=== ASSIGNED TASK ===
Word for word, copy out the data below, omitting pictures.

=== ENTRIES SUPPLIED ===
-------------------------

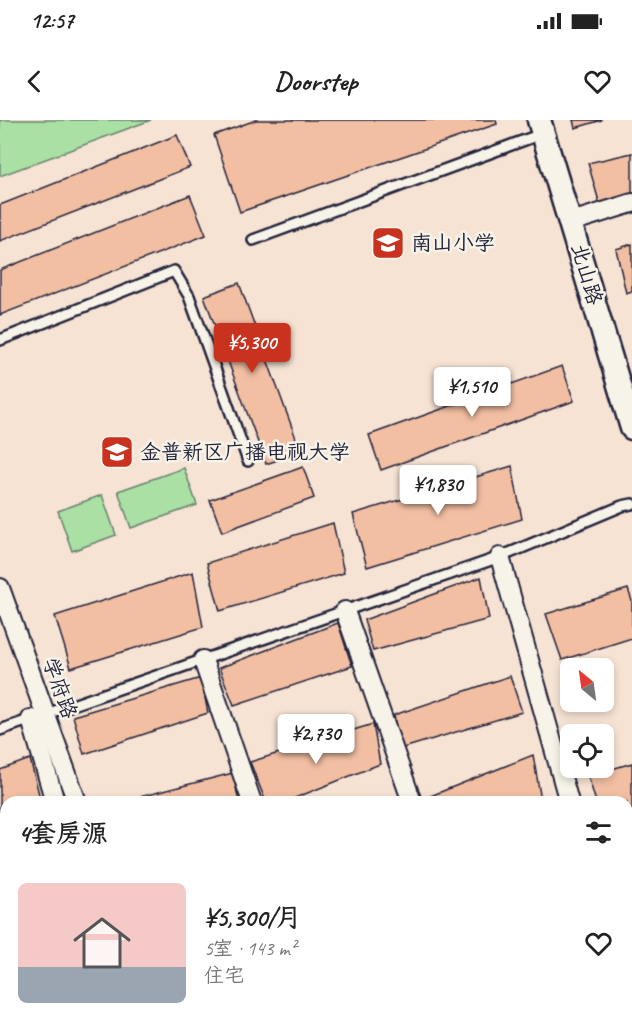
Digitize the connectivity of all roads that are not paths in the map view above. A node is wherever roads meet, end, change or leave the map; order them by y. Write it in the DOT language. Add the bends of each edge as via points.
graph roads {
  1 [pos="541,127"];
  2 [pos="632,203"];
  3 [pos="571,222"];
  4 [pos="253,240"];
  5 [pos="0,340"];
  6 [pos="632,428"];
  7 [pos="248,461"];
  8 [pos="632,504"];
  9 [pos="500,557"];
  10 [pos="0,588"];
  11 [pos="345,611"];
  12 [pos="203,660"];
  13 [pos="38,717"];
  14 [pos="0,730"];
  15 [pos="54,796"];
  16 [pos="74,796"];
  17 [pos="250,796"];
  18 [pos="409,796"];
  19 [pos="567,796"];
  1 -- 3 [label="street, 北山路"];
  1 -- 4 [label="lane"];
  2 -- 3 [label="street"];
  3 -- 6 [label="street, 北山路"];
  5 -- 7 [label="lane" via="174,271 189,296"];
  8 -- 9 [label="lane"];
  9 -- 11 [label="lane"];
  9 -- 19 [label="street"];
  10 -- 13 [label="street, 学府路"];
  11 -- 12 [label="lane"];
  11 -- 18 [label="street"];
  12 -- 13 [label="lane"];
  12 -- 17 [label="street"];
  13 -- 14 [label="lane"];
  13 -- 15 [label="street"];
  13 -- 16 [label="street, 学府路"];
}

-------------------------

=== SOLUTION ===
Digitize the connectivity of all roads that are not paths in the map view above. A node is wherever roads meet, end, change or leave the map; order them by y. Write it in the DOT language. Add the bends of each edge as via points.
graph roads {
  1 [pos="541,127"];
  2 [pos="632,203"];
  3 [pos="571,222"];
  4 [pos="253,240"];
  5 [pos="0,340"];
  6 [pos="632,428"];
  7 [pos="248,461"];
  8 [pos="632,504"];
  9 [pos="500,557"];
  10 [pos="0,588"];
  11 [pos="345,611"];
  12 [pos="203,660"];
  13 [pos="38,717"];
  14 [pos="0,730"];
  15 [pos="54,796"];
  16 [pos="74,796"];
  17 [pos="250,796"];
  18 [pos="409,796"];
  19 [pos="567,796"];
  1 -- 3 [label="street, 北山路"];
  1 -- 4 [label="lane"];
  2 -- 3 [label="street"];
  3 -- 6 [label="street, 北山路"];
  5 -- 7 [label="lane" via="174,271 189,296"];
  8 -- 9 [label="lane"];
  9 -- 11 [label="lane"];
  9 -- 19 [label="street"];
  10 -- 13 [label="street, 学府路"];
  11 -- 12 [label="lane"];
  11 -- 18 [label="street"];
  12 -- 13 [label="lane"];
  12 -- 17 [label="street"];
  13 -- 14 [label="lane"];
  13 -- 15 [label="street"];
  13 -- 16 [label="street, 学府路"];
}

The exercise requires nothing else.